Families and old friends talk around campfires; children play between tents; and open fields and teenagers court. Women in long colorful period dresses and stiff sunbonnets mingle with those wearing khaki shirts and wide bush hats, dark from years of accumulating sweat. Large pistols share belt space with cell phones. A group practices whip cracking. Crowds cheer as teams of large, grunting men compete at tug-of-war.

Those who can, make the pilgrimage to the top of Majuba. In air thinner than my coast-bound lungs are used to, I huff up the steep path. At the summit, a group of eight Pretoria University students sit with a large, fluttering flag. They discuss the 123-year old battle—attack tactics, weapons used, numbers killed -- as if each has lived it.

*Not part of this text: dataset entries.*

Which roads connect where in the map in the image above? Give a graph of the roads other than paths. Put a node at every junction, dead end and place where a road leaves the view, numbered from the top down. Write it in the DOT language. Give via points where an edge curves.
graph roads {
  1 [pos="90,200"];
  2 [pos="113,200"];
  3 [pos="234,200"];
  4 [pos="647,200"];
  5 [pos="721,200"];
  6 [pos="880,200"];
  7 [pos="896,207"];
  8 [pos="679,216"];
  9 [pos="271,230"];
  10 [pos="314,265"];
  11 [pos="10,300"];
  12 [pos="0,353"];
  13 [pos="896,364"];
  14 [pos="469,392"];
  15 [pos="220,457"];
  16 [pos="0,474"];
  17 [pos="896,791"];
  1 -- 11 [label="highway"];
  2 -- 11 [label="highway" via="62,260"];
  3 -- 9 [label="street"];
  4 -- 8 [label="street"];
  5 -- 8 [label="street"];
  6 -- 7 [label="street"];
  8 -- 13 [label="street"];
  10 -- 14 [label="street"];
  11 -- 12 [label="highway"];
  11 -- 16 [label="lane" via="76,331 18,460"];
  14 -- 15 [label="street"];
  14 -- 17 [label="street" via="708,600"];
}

“This flag,” Ebert Myburgh, 21, explains, “is one we created by combining the old Boer Republics of Transvaal and Orange Free State flags. “There are too many flags. What’s needed is one under which all Boers can unite. We hope this will be the one.”

These ordinary university students -- joking, holding hands, trying to outsmart each other -- then circle the summit like pilgrims. I talk with a young man named Andries van der Berg, walking barefoot over the stones and grass. He is studying theater and TV production and wants to use his skills to help further the Boer culture. Already he’s produced two CD’s of Volk songs. “It’s in my blood,” he says. “My great-grandfather was former Prime Minister Hendrik Verwoerd”

They plant their flag on top of a beacon, link arms in a circle, and sing about their history and people and dreams. A young woman sings a solo, her voice clear and strong and haunting. I walk away, an outsider, witnessing something too private.

Later that afternoon, under an eucalyptus tree alight with the setting sun, five young men tend to their horses. One measures grain into feedbags; another rubs ointment on cracked hooves; the third fixes a broken bridle. Chores done, they sit amongst their feeding horses and talk.

They are part of a commando of forty-five who rode in from Pretoria, a two-day hard trek. Most make their living off the land, tend cattle, grow corn. Pride in their toughness, their horsemanship, their culture, clings to their skin like two days of sweat and grime.

They are shy and awkward around me. Pieter Grobler does most of the talking; he’s a little older, with a full beard and a body like a bear.

I accidentally refer to them as Afrikaners. “We’re Boer,” he corrects, “not Afrikaners.”